Saint Thomas and Trump’s Executive Order

johnson part 2Pursuant to President Trump’s executive order on the notorious Johnson Amendment, my Dad put me onto an article in the National Review, recounting the limitations of this well-intentioned action of the Commander-in-Chief. The author makes a good case that personal executive orders cannot stand against the full force of entrenched law, which is where the real battle should be.

 

The answer to the Johnson Amendment, however, is to either repeal the statute or overturn it in court.

 

After all, any executive order can be easily remanded not only by a contrary-minded judge, as we seen happen twice now with Trump’s other executive order on immigration, but also by a future president. As the author reasonably argues, those charities, particularly churches and schools, who now violate the Johnson amendment, and oppose specific candidates for public office, are leaving themselves hanging in the wind, vulnerable to future prosecution by the IRS under a future presidential administration.

 

a later administration can tear up Trump’s order and begin vigorous enforcement based on actions undertaken during the Trump administration.

 

There are a few things to ponder here:

 

First, freedom should be one of the fundamental principles governing Church-State relations.  The government should in the main leave its citizens well enough alone, so they can work out their own opinions and ideas, whether in or out of churches and schools, according to their own mind and conscience.  Using ‘tax breaks’ as a cudgel with which to coerce people is a bad and oppressive idea.

 

Second, if we were taxed within reasonable limits (which would mean far less than we now are, especially here in Canada), no one would give much of a tinker’s dam about tax breaks.

 

Third, laws should be few and far between, reserved only for the most grave of matters, especially the far-reaching federal and state/provincial law.
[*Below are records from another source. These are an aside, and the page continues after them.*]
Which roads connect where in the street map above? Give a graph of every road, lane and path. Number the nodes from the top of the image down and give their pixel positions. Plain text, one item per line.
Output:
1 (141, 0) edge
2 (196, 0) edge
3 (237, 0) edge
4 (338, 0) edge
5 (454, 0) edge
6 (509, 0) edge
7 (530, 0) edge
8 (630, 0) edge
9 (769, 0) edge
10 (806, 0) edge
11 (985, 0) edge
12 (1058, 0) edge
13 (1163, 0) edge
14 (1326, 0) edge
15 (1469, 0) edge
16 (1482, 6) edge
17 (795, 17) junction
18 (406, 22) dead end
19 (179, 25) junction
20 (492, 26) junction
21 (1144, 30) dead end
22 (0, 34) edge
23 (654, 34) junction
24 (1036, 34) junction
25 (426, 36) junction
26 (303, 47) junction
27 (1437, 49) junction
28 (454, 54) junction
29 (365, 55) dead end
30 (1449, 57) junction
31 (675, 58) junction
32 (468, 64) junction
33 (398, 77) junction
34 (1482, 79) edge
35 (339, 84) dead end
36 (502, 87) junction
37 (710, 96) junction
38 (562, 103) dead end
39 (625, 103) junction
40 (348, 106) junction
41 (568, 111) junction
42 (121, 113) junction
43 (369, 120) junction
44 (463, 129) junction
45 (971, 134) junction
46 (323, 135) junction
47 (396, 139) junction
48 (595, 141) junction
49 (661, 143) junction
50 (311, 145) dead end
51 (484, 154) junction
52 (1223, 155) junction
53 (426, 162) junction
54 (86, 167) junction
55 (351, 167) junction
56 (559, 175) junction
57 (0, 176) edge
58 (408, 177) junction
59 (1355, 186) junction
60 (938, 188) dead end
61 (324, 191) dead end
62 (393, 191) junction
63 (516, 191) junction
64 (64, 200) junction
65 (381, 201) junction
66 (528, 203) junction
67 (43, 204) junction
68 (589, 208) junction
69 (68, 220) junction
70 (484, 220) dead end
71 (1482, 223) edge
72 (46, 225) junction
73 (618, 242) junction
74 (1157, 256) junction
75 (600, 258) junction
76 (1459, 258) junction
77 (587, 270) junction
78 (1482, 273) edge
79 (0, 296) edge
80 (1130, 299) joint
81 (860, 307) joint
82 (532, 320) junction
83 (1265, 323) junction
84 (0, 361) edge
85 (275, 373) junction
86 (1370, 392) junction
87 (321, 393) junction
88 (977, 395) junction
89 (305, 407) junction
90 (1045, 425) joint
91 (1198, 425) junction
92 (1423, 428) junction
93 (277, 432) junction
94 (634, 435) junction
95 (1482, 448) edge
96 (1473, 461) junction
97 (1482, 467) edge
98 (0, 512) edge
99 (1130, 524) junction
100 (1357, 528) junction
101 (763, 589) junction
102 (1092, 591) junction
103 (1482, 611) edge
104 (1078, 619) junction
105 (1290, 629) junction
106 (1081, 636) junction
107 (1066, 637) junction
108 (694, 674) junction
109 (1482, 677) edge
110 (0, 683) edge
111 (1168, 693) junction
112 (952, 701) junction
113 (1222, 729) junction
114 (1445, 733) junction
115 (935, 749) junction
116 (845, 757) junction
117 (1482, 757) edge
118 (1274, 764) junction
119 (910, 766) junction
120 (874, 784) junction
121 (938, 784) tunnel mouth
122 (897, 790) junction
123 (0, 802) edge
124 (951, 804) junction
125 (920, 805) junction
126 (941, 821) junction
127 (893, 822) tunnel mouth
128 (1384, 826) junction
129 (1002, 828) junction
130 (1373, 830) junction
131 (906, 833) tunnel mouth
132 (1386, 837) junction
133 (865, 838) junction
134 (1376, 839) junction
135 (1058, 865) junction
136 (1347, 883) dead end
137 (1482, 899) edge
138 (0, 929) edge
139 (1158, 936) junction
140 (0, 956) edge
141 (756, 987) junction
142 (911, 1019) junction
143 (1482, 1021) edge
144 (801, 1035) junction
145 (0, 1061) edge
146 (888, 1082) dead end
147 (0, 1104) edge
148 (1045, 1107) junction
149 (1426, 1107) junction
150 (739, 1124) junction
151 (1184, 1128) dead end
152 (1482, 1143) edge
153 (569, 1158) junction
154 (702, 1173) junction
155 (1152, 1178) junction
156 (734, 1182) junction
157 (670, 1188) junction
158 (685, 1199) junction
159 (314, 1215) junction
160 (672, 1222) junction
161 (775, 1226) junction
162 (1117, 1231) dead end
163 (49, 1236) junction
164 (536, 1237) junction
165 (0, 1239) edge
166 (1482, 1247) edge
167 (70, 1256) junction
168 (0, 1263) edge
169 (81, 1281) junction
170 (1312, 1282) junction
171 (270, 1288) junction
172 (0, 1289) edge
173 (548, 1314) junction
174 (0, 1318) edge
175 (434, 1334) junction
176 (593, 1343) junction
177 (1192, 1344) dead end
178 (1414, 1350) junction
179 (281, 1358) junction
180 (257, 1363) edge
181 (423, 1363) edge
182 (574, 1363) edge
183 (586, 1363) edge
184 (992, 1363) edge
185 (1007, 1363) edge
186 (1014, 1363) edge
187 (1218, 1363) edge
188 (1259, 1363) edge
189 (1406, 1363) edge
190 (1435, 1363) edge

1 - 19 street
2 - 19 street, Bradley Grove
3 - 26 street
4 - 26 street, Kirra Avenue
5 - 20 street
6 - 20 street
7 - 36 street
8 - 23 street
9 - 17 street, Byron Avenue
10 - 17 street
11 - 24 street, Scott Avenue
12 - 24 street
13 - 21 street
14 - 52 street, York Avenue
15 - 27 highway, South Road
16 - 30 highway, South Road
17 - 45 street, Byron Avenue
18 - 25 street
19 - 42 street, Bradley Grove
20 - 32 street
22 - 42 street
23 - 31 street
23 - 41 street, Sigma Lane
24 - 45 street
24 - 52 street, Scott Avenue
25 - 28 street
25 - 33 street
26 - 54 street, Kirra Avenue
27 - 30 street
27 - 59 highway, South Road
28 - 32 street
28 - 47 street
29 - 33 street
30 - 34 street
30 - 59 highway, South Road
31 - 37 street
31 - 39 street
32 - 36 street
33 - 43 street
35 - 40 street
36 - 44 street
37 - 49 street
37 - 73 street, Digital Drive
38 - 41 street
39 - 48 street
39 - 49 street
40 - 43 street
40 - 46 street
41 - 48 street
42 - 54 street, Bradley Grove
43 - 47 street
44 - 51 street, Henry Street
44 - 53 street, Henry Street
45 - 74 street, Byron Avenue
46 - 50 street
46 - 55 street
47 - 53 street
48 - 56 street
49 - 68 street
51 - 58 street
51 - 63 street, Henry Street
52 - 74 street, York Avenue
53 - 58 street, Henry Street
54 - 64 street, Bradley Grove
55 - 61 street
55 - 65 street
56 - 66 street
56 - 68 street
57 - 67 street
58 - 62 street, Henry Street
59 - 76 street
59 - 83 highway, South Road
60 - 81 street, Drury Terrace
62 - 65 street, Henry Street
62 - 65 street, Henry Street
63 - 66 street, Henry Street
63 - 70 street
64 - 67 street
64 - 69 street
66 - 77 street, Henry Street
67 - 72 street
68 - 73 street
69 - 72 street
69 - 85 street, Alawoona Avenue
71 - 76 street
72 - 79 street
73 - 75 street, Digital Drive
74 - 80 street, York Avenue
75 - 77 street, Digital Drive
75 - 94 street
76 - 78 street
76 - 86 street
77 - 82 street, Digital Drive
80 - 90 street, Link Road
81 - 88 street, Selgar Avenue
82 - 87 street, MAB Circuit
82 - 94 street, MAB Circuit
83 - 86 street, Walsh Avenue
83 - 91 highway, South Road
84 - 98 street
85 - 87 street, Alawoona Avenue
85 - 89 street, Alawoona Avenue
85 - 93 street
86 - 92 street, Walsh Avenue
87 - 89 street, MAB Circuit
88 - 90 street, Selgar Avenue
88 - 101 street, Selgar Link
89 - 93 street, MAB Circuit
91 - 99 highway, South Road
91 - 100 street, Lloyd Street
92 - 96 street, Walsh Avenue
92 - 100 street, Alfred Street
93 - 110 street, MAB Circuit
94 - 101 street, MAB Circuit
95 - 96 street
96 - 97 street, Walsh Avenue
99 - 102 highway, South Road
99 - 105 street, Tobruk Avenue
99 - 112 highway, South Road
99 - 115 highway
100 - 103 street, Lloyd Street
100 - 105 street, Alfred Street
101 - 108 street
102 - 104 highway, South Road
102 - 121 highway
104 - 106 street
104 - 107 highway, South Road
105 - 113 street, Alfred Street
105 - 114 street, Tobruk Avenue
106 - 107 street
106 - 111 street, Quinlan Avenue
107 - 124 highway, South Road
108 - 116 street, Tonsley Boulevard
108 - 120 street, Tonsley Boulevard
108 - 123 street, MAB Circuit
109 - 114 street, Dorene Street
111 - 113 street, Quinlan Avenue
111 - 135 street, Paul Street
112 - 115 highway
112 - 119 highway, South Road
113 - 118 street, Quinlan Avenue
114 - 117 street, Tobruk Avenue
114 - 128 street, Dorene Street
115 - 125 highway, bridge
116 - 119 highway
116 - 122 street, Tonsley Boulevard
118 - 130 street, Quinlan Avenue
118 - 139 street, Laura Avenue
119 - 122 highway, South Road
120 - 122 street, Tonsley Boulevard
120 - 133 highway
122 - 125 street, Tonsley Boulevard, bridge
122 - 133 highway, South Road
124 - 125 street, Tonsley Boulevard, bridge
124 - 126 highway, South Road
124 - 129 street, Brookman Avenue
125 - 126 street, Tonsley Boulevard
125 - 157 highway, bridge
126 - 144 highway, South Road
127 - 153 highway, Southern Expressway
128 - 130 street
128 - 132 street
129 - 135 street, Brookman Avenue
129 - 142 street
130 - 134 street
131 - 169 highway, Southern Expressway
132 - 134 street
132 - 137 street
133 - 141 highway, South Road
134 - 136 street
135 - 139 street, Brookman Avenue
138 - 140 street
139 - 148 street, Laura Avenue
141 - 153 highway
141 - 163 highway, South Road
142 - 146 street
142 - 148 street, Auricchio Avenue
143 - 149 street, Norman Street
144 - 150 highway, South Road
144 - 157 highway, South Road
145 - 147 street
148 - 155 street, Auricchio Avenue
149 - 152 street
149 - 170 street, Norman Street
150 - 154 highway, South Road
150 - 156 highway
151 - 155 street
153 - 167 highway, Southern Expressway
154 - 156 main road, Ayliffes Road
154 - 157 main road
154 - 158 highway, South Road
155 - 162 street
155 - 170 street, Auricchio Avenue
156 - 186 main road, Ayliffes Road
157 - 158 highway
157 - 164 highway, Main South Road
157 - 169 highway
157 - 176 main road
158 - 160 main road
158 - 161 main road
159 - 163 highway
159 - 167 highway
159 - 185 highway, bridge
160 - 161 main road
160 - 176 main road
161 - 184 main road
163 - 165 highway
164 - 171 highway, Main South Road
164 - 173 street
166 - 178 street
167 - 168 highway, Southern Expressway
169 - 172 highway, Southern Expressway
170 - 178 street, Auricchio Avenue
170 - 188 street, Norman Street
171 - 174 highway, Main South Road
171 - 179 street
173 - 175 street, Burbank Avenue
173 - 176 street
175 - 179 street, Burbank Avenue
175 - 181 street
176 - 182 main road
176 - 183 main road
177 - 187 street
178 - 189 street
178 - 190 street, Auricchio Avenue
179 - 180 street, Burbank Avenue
Saint Thomas states that laws should only forbid those things that are to the ‘harm of others’, without which society could not function (cf., I-II, q.96, a.2).  These laws, furthermore, should be framed by wise men, who ponder over a long period of time, and they should be revised the same way.  To govern a country by judicial or even presidential fiat, as necessary as this may be in emergencies, is haphazard, chaotic, even anarchic, and leads to bad laws and policies.  Judges  are not supposed to make law, but only determine whether and how an already existing law has been violated.  Neither should  the executive branch, of which the President is the head, make or break laws; they are tasked with enforcing the law, not writing it.

 

I wish Trump all the best in his desire to destroy the Johnson amendment, and wish also that we had some version of Trump here with the same desire.  However, even if he were successful, which would mean overturning the law itself, there are far more fundamental problems in America than the Johnson amendment, and the mere fact that this legislative over-reach was permitted back in 1959, so that Lyndon Johnson could muzzle his opposing candidate, itself speaks volumes. America is drifting further afield from its constitutional foundation, and it may be a long and painful journey back to sanity and just rule.

 

But I agree with Anthony Esolen and others, that the deeper problem in both America and Canada, indeed throughout the world, is cultural and religious, involving the notions of family, hearth and home, civic and moral duty, honour, and our very view of life, the universe and eternity.

 

Unless there is some common consensus on these fundamental principles through a shared culture, and to some extent a shared religion, seeking a political remedy through laws and orders is a quixotic venture, which may at best offer us a temporary reprieve from sliding further into anarchy.